D'oussé qu'il sort, j'en ai aucune idée.
Toujours est-il que mon premier réflexe est de reculer d'un mètre. Mon deuxième est d'éviter de prendre mon cell pour lui fournir une réponse exacte. Je continue de m'éloigner en inventant une heure approximative:
-Yé six heures et quart.
C'est alors que mon ami commence à tenter de me piquer une jasette, en pointant la vitrine d'un commerce miteux qui se trouve devant nous:
-Ah ok, j'essayais de voir là-dedans mais on voit rien, blablabla

J'ai raté la fin de sa phrase, parce que j'étais déjà loin. J'ai quand même eu un tout petit peu peur.

dimanche 12 mai 2013

Comment je me suis scrapé le pied

En 2008, j'ai acheté une belle paire de bottes chez Sears. 100$, vraiment belles, mais qui n'avaient visiblement pas été étudiées pour soutenir un pied humain. Vers la fin de l'hiver, j'ai commencé à avoir vraiment mal au gros orteil du pied droit, chaque pas était une souffrance. J'ai vu un médecin qui m'a prescrit des anti-inflammatoires, un acupuncteur qui m'a planté des aiguilles, et j'ai arrêté de porter les bottes, que je soupçonnais être la cause de ce malheur. La douleur est partie. Vive la jeunesse.
L'année d'après, quand la neige est revenue, j'ai recommencé à porter les bottes. Le jour même, la douleur est revenue. Mais vu que je suis conne, je me suis dit: "Ah mais là, je vais quand même pas déjà m'acheter des nouvelles bottes, celles-ci sont presque neuves, je vais au moins les porter une autre année,  je vais m'acheter des petites orthèses en gel chez Jean Coutu, ça va bien aller!!!!1"
Les bottes prenaient l'eau, elles étaient déjà scrap, j'avais mal au pied et j'ai jamais acheté lesdites orthèses cheap finalement.
Un beau jour, ma mère a entrevu mes bottes toutes scrap et je vous épargne sa réaction, mais toujours est-il que, malgré mes protestations, nous nous sommes retrouvées chez Sports Experts à la recherche d'une paire de bottes digne de ce nom. Je me suis ramassée avec des grosses bottes pas très esthétiques, de style Sorel, mais une autre marque, aucune chance que je me scrappe les pieds avec ça. Mais le mal était fait. Après une couple de mois, peu importe ce que j'enfilais, j'avais mal au gros orteil du pied droit. Horriblement mal.
Alors je suis retournée voir le médecin, qui m'a redonné une prescription d'anti-inflammatoires, et une référence pour aller voir un podiatre.
Cette fois-ci, les anti-inflammatoires n'ont pas réglé mon problème.
Ce que j'avais, c'était une sésamoïdite/métatarsalgie. Un problème courant et difficile (impossible) à régler.
Les orthèses ont contribué à limiter les dégâts, mais pas à régler le problème. Pis là, mes orthèses, je les ai perdues. Alors le problème a continué à se répandre dans le reste de mon pied. Le petit orteil d'à côté. La plante du pied. Ça brûle. Des élancements de brûlures.

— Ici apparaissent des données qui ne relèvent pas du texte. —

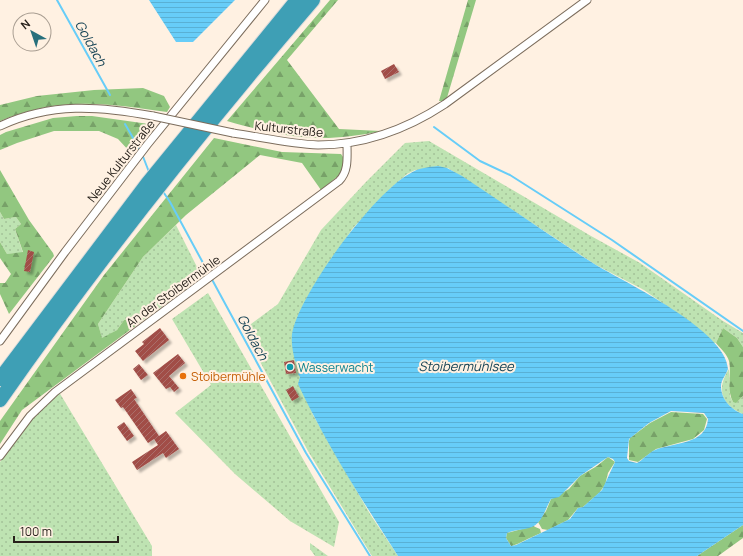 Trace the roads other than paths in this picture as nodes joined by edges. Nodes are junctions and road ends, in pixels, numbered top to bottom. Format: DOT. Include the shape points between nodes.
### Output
graph roads {
  1 [pos="265,0"];
  2 [pos="297,0"];
  3 [pos="313,0"];
  4 [pos="587,0"];
  5 [pos="0,126"];
  6 [pos="347,143"];
  7 [pos="156,183"];
  8 [pos="0,341"];
  9 [pos="0,379"];
  10 [pos="0,400"];
  11 [pos="0,456"];
  1 -- 8 [label="street, Neue Kulturstraße" via="147,145"];
  2 -- 7 [label="highway"];
  3 -- 7 [label="highway"];
  4 -- 6 [label="street, Kulturstraße" via="429,115 396,131"];
  5 -- 6 [label="street, Kulturstraße, bridge" via="41,112 78,107 112,109 233,133 318,145"];
  6 -- 11 [label="street, An der Stoibermühle" via="347,169 340,181 55,392 30,416"];
  7 -- 9 [label="highway"];
  7 -- 10 [label="highway"];
} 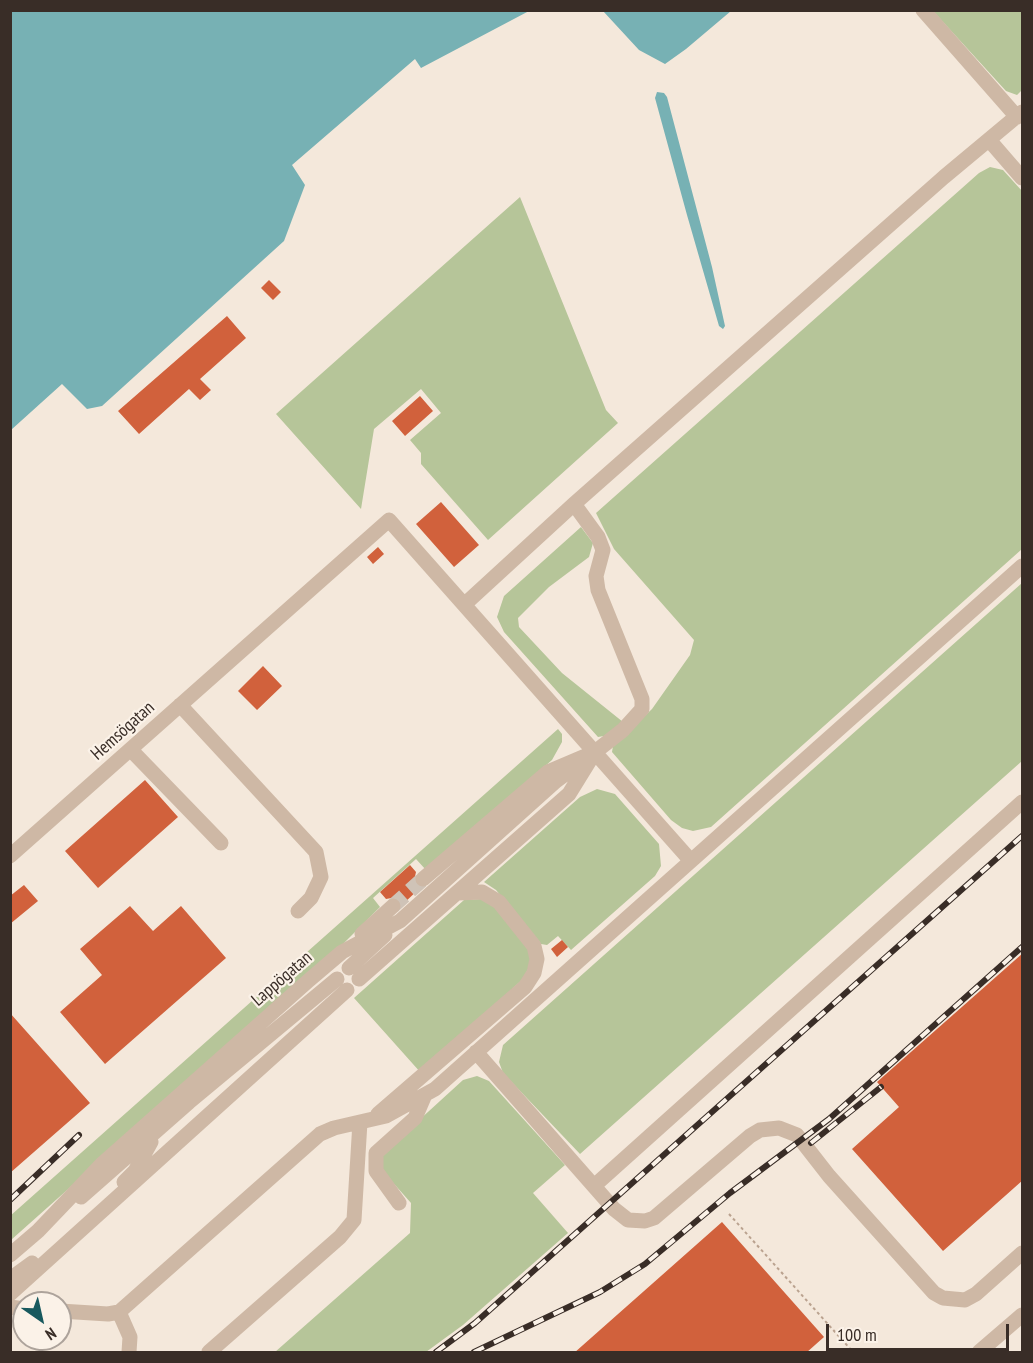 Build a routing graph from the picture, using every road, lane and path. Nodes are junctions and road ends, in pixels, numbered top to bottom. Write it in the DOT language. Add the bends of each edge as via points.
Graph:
graph roads {
  1 [pos="923,10"];
  2 [pos="1020,115"];
  3 [pos="990,141"];
  4 [pos="1023,178"];
  5 [pos="574,504"];
  6 [pos="1023,566"];
  7 [pos="465,604"];
  8 [pos="180,705"];
  9 [pos="130,750"];
  10 [pos="595,752"];
  11 [pos="1023,802"];
  12 [pos="221,843"];
  13 [pos="10,856"];
  14 [pos="691,861"];
  15 [pos="423,879"];
  16 [pos="458,893"];
  17 [pos="393,906"];
  18 [pos="298,910"];
  19 [pos="400,921"];
  20 [pos="342,952"];
  21 [pos="476,1052"];
  22 [pos="424,1098"];
  23 [pos="365,1121"];
  24 [pos="157,1132"];
  25 [pos="594,1186"];
  26 [pos="399,1203"];
  27 [pos="729,1214"];
  28 [pos="38,1231"];
  29 [pos="1023,1253"];
  30 [pos="10,1255"];
  31 [pos="10,1279"];
  32 [pos="10,1294"];
  33 [pos="72,1312"];
  34 [pos="119,1312"];
  35 [pos="1023,1315"];
  36 [pos="129,1353"];
  37 [pos="209,1353"];
  38 [pos="853,1353"];
  39 [pos="980,1353"];
  1 -- 2 [label="street"];
  2 -- 3 [label="street"];
  3 -- 4 [label="street"];
  3 -- 5 [label="street" via="944,177"];
  5 -- 7 [label="street"];
  5 -- 10 [label="street" via="603,550 596,576 598,590 642,699 642,709 632,721"];
  6 -- 14 [label="street"];
  7 -- 8 [label="street, Hemsögatan" via="389,520"];
  7 -- 10 [label="street"];
  8 -- 9 [label="street, Hemsögatan"];
  8 -- 18 [label="street" via="316,852 321,877 311,898"];
  9 -- 12 [label="street"];
  9 -- 13 [label="street, Hemsögatan"];
  10 -- 14 [label="street"];
  10 -- 15 [label="street" via="548,772"];
  10 -- 16 [label="street" via="569,794"];
  10 -- 19 [label="street, Lappögatan" via="556,781"];
  11 -- 25 [label="street"];
  14 -- 21 [label="street"];
  16 -- 19 [label="street" via="354,973"];
  16 -- 23 [label="street" via="482,892 495,898 534,946 534,973 525,987"];
  17 -- 20 [label="street"];
  19 -- 20 [label="street, Lappögatan"];
  20 -- 28 [label="street, Lappögatan" via="103,1163"];
  21 -- 22 [label="street"];
  21 -- 25 [label="street"];
  22 -- 23 [label="street"];
  22 -- 26 [label="street" via="415,1118 376,1153 376,1171"];
  23 -- 34 [label="street" via="320,1134"];
  23 -- 37 [label="street" via="354,1220 340,1237"];
  24 -- 28 [label="street"];
  24 -- 31 [label="street" via="139,1164 123,1182"];
  24 -- 32 [label="street" via="189,1102 342,984"];
  25 -- 29 [label="street" via="628,1220 645,1221 661,1214 750,1136 760,1130 779,1128 797,1135 829,1176 934,1293 943,1298 965,1300 976,1294"];
  27 -- 38 [label="path"];
  28 -- 30 [label="street, Lappögatan"];
  33 -- 34 [label="street"];
  34 -- 36 [label="street" via="130,1337"];
  35 -- 39 [label="street"];
}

PIS C'EST ÇA. Y'a pas de punch.

mercredi 10 avril 2013

Au magasin des chiens et des che

CECI EST UNE HISTOIRE VRAIE!!!!!!!!!!!

Le magasin des chiens et des che était un grand magasin à rayons. En y entrant pour la première fois, je sus immédiatement que le choix serait difficile. Sur les étalages se tenaient des dizaines et des dizaines de chiens et de che de toutes les grosseurs et de toutes les couleurs. Petits, moyens, gros, blanc, noirs, gris, bleus, verts. Je me dirigeai vers la section des che. Après avoir erré un certain moment en observant tous les modèles disponibles, un vendeur se dirigea vers moi.
–Avez-vous besoin d’aide, mademoiselle?
–Oui, je cherche un petit che.
Le jeune homme me répondit :
-Ah, parfait, ici, nous sommes dans la rangée des moyens che. Suivez-moi, les petits sont par là.
Nous nous dirigeâmes donc vers la rangée des petits che. Ceux-ci avaient l’avantage d’être flambant neufs. Les moyens et les gros comportaient certains modèles usagés, et je ne voulais pas prendre le risque de me retrouver avec un bris qui ne serait pas couvert par la garantie.
Les plus dispendieux étaient en or et me fixaient tendrement. Malheureusement, je n’avais pas les moyens de m’offrir un tel luxe. Le vendeur me demanda le prix que j’étais prête à payer pour mon nouveau petit che, et je lui expliquai que je voulais un modèle robuste, de bonne qualité, mais que ceux d’or et d’argent étaient trop chers pour mon budget. Il me suggéra alors trois modèles intéressants. Le Très très sale était blanc et gris. Le Petite chatte blanche était tout blanc. Le Petit tapuscrit était tigré avec un air coquin.
–Pourquoi celui-ci est en spécial? Demandai-je en désignant le Très très sale, affublé d’une étiquette rouge.
–C’est le dernier exemplaire, m’expliqua le commis en ajoutant qu’il avait été revu et amélioré, et que la manufacture leur enverrait une pleine cargaison du nouveau Très très sale+ d’ici la fin de la semaine. Comme le Petite chatte blanche me semblait un peu fragile, et que le modèle Petit tapuscrit m’avait l’air un brin tannant, j’optai pour le Très très sale. Après tout, celui-ci était en spécial. Je le pris et le déposai dans mon panier.
–Avez-vous besoin d’autre chose?
 –Non merci, ce sera tout.
Lorsque je déposai le petit che sur la caisse, celui-ci se mit à marcher. Avant qu’il ne se rende trop loin, je le pris et le redéposai au centre du comptoir. La caissière scanna le côté du che –BIP- et m’indiqua le montant total. Je payai, puis elle agrafa la facture à son oreille. Le petit che protesta légèrement : -Miou!
–Voulez-vous un sac? Me demanda la caissière.
–Oui s’il vous plaît, ce sera plus facile pour le transport.
Elle déposa le petit che dans un sac, qu’elle me remit en me spécifiant que les papiers relatifs à la garantie se trouvaient à l’intérieur. Je la remerciai et quittai le magasin, contente de mon achat.
En arrivant à la maison, je dégrafai la facture de son oreille, et celle-ci se déchira légèrement. –Miou, protesta le petit che. C’est alors que l’idée de son prénom me vint tout naturellement et je décidai de le baptiser : « Mais qu’est-ce qui est arrivé à l’oreille de ce che? » Malheureusement, la garantie ne couvrait pas ce type de dommages : elle ne couvrait que les défauts de fabrication, et en endommageant moi-même les petites oreilles en papier de mon nouveau che, je venais d’annuler la garantie.